### DATA SUPPLIED ###

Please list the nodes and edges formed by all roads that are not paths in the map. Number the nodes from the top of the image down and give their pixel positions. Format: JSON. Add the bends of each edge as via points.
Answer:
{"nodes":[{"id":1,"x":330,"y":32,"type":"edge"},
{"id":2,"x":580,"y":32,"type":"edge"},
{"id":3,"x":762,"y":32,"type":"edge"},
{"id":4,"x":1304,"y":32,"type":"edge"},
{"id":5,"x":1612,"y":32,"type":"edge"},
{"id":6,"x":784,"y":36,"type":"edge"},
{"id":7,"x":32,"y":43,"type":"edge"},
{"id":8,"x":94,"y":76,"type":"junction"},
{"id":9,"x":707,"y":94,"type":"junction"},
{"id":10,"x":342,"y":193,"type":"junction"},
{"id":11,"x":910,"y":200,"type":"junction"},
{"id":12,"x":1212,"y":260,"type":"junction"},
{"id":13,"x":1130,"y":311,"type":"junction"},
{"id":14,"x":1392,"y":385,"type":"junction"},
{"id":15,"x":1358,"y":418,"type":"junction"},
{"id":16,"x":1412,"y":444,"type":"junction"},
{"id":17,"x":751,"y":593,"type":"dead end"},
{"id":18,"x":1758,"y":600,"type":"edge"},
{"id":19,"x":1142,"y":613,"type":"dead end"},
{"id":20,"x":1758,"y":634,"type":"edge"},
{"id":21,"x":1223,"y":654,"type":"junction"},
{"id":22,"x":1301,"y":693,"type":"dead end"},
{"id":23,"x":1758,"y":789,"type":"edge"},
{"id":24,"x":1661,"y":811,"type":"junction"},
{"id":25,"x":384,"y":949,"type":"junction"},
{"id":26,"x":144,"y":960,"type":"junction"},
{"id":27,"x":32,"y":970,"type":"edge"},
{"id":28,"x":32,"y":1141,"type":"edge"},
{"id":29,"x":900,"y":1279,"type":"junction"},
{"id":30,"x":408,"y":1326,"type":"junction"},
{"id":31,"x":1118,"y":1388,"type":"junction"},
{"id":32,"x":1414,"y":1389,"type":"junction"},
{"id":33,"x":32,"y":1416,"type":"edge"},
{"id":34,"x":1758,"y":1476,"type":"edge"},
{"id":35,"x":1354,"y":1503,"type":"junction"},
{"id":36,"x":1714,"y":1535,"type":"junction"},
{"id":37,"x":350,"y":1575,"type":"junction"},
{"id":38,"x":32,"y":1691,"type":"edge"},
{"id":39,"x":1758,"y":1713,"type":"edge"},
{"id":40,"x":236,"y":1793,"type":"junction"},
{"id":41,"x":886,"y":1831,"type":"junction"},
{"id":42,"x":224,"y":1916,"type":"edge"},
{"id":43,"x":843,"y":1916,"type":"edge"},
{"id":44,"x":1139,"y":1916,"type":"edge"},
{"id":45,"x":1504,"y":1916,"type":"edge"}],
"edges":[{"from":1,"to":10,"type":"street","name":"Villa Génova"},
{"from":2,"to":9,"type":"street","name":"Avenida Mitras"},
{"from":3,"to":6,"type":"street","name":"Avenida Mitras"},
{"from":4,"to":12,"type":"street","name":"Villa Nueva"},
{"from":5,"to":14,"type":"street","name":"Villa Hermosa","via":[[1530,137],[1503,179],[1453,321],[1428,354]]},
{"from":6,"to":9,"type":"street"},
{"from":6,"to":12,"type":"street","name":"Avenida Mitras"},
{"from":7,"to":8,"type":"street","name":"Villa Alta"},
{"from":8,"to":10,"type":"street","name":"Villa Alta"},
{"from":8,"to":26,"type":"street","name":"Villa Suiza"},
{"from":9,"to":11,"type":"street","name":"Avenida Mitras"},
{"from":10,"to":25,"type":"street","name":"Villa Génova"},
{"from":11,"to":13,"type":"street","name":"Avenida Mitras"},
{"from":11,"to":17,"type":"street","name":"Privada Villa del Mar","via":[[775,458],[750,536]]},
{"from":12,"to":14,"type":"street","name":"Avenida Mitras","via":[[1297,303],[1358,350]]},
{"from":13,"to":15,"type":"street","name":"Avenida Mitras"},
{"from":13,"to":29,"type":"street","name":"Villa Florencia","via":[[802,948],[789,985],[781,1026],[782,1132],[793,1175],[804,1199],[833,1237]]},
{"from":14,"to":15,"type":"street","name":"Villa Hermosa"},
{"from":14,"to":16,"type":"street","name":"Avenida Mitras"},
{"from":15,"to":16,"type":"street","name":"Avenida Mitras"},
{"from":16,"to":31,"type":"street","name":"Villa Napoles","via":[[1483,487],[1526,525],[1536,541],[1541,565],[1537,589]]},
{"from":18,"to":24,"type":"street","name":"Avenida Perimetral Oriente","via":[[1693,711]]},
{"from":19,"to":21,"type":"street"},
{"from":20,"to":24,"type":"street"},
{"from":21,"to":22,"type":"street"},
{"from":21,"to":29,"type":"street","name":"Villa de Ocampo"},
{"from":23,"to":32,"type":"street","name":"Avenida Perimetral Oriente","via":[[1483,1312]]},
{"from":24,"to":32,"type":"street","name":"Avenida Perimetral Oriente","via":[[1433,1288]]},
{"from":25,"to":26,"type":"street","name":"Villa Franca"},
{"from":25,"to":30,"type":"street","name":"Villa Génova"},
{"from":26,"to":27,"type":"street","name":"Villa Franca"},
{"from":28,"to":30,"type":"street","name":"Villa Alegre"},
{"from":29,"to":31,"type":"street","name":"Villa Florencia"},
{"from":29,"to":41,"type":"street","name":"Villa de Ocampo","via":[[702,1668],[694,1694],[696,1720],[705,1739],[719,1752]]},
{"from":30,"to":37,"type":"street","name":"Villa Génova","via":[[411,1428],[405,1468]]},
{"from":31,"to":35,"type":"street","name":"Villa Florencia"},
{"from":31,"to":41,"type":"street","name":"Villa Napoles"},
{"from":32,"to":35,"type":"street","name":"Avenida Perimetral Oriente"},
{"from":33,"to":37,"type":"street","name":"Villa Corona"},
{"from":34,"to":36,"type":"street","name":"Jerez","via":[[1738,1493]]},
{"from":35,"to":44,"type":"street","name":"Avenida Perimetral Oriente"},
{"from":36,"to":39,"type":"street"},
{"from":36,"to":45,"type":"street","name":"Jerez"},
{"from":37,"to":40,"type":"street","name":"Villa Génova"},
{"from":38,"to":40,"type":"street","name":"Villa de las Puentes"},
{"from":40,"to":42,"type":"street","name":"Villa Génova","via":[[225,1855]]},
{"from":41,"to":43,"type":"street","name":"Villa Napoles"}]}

###

PROMPT:
Number of lines holding "Alta" in the material: state it with no other words.

SOLUTION TO THIS PROBLEM:
2